Thanks also to the couple dozen who have sent in anything from $2 - $49 ;)

Please contact me if you would like your name above to be a link somewhere, or if you think you should be on the above lists but aren't. Thanks!

What is MARC, anyway?

The Mailing list ARChives (MARC) are currently homed at KoreLogic data centers. Previously, it lived at 10 East - formerly the AIMS group, made up of the people who used to be Progressive Computer Concepts, Inc back when I worked with them - until they were acquired one last time. (Note, if you work for GE and can get the marc.theaimsgroup.com DNS CNAME / redirect restored, please contact me...)

MARC is a project we devised, developed, and (try to!) maintain in our spare time. It is an RDBMS (MySQL, to be exact) driven database of mailing list messages, viewable and browsable by list, thread, author, or searchable via a full-text search engine. Its interface is no-frills but highly functional, designed to be useable even over slow links or with text-only browsers like lynx.

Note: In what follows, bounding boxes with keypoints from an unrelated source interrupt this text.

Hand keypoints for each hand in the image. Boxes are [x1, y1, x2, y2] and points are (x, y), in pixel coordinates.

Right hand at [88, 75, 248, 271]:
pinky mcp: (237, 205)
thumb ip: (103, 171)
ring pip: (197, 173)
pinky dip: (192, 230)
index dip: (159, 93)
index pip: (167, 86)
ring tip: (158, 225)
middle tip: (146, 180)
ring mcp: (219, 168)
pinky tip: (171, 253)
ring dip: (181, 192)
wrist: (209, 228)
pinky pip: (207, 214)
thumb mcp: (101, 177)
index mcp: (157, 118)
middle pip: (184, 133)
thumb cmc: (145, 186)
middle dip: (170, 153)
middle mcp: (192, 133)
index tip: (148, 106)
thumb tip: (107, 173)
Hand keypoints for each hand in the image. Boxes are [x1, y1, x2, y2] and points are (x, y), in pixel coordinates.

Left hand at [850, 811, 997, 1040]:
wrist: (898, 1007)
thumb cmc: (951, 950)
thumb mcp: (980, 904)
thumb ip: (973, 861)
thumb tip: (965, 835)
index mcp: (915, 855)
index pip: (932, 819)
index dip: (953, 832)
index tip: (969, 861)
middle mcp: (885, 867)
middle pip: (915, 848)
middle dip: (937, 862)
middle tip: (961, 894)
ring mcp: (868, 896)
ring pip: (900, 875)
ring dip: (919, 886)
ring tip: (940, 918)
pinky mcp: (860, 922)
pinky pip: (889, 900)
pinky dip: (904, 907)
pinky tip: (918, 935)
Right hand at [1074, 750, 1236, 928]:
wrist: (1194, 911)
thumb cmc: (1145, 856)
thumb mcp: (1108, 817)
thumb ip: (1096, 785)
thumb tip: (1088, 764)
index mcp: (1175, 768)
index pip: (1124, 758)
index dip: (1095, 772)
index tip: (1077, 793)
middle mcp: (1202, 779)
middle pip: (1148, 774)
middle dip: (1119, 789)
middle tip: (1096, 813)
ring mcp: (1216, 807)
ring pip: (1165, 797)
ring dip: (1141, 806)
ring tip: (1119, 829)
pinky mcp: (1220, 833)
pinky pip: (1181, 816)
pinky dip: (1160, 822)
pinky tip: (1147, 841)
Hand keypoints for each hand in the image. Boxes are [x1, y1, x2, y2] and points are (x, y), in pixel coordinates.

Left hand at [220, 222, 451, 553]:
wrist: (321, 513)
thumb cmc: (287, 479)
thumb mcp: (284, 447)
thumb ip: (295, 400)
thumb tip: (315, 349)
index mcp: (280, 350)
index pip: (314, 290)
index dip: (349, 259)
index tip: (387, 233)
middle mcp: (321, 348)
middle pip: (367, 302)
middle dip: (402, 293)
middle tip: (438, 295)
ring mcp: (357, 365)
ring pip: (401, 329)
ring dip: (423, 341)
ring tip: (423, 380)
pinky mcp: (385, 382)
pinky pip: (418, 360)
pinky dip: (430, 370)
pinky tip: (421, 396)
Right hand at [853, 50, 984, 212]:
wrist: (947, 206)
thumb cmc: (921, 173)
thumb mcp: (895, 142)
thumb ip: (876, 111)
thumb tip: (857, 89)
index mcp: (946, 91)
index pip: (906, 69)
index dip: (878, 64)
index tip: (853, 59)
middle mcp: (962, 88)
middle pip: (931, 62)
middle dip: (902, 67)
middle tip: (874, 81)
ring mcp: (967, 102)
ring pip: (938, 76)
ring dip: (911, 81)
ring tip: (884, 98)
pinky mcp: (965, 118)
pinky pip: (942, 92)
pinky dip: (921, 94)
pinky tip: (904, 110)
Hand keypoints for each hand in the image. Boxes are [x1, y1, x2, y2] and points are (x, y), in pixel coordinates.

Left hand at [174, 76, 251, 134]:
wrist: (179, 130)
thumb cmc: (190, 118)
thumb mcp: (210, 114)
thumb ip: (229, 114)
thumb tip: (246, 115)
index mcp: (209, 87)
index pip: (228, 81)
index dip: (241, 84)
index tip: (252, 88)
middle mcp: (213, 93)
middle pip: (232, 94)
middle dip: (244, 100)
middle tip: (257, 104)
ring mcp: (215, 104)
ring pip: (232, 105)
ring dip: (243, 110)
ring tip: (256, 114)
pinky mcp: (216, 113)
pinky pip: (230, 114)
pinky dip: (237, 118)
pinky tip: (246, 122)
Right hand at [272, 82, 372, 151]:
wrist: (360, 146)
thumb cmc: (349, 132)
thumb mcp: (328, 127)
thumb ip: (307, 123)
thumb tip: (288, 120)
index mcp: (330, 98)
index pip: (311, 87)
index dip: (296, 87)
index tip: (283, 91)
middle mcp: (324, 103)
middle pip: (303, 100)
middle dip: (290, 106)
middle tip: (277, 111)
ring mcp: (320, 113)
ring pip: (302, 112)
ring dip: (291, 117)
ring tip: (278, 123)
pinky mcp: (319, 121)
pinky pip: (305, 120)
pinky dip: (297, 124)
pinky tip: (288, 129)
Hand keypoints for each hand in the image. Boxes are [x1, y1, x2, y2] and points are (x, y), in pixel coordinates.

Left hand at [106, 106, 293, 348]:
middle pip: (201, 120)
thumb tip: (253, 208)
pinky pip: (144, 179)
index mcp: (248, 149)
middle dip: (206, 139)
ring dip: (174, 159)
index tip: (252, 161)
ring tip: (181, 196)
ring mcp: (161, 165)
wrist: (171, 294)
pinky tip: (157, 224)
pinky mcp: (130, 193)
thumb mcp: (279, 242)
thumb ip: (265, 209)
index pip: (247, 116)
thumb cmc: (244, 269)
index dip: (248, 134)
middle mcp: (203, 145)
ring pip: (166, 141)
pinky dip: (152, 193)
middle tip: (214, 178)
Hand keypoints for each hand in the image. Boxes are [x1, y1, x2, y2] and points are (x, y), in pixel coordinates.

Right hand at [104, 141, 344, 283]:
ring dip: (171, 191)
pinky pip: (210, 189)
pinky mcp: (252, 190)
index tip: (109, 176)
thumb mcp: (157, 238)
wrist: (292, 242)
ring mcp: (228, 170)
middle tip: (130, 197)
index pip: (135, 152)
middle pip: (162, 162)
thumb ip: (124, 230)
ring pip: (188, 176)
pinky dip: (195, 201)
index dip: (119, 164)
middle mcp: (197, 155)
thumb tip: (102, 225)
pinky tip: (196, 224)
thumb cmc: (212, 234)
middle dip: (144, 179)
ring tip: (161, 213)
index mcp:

As of 2014-04-02, the MARC archive has 70 million emails across about 3500 mailing lists, from over seven million different authors. It gets about 350,000 new mails per month, and over 35 million total web-hits per month.

Why is it here?

It started in late 1996 or so...

We always thought there ought to be a DejaNews for mailing lists (that is, back when there was a DejaNews... <sniff>). There is a great deal of useful, highly specialized information which circulates through mailing lists. While many lists have a dedicated archive available via the Web (some of which quite full-featured with searchable indexes, etc), we knew of no project to catalog these myriad sites, or to give them a consistant interface.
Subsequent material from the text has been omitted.